- _ACTIVITY_
Lines of the records that hold the word "ring" are to be counted; give the number and nothing more.

- _DATA TO PROCESS_
++++++++

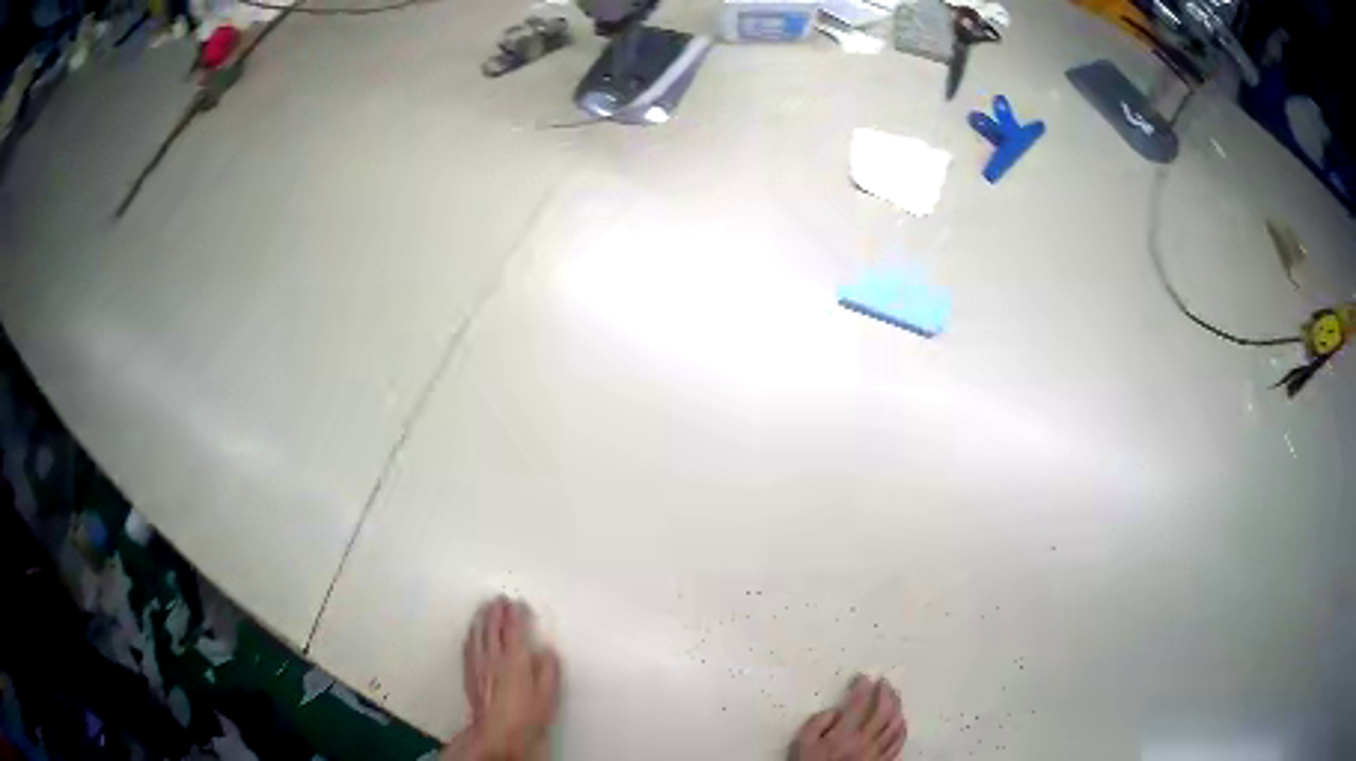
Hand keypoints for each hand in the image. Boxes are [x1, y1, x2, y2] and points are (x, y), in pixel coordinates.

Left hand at [443, 597, 560, 760]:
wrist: (497, 732)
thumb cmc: (527, 715)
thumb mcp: (548, 695)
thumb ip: (549, 670)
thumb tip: (546, 650)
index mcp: (515, 660)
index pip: (514, 629)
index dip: (517, 614)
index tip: (520, 603)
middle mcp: (494, 657)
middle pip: (492, 627)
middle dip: (497, 610)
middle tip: (500, 599)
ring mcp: (479, 664)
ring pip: (477, 633)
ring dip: (481, 618)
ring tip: (484, 607)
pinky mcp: (469, 673)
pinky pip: (468, 646)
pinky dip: (471, 633)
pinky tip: (472, 631)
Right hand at [790, 675, 906, 760]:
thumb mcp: (802, 744)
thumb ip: (816, 724)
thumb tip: (834, 710)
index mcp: (845, 734)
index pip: (859, 703)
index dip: (863, 687)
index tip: (863, 677)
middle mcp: (865, 740)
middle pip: (884, 711)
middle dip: (886, 693)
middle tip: (885, 682)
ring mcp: (877, 752)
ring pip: (896, 725)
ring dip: (897, 708)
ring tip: (895, 697)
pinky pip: (899, 743)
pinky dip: (902, 729)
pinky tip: (900, 723)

++++++++

- _RESPONSE TO THIS TASK_
8